Pull every line containing the word "Purkyňova" out of the material below.

○ ○ ○ ○ ○ ○ ○

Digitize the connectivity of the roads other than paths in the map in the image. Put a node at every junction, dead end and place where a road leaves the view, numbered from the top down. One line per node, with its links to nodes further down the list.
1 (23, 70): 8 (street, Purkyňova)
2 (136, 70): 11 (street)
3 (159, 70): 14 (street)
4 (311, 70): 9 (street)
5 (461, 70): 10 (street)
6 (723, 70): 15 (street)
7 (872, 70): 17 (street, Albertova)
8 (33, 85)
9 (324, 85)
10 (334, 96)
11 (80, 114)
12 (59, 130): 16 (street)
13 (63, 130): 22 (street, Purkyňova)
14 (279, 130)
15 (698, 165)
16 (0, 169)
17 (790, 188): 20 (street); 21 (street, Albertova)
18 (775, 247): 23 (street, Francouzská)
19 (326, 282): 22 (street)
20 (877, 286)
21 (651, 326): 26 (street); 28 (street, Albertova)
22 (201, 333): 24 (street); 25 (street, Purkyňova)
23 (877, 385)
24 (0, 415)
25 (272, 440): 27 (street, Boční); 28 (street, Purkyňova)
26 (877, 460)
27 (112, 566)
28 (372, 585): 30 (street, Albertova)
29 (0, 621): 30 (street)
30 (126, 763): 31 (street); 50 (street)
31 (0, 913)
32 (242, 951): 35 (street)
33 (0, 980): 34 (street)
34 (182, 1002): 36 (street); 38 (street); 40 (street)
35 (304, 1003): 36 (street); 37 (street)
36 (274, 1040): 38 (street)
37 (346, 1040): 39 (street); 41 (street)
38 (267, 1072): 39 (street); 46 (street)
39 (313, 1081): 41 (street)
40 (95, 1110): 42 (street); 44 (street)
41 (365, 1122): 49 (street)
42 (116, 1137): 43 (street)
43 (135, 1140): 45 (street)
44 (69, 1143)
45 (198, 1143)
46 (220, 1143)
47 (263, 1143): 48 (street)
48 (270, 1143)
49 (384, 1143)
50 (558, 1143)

○ ○ ○ ○ ○ ○ ○

ANSWER FOR THIS EXERCISE
1 (23, 70): 8 (street, Purkyňova)
13 (63, 130): 22 (street, Purkyňova)
22 (201, 333): 24 (street); 25 (street, Purkyňova)
25 (272, 440): 27 (street, Boční); 28 (street, Purkyňova)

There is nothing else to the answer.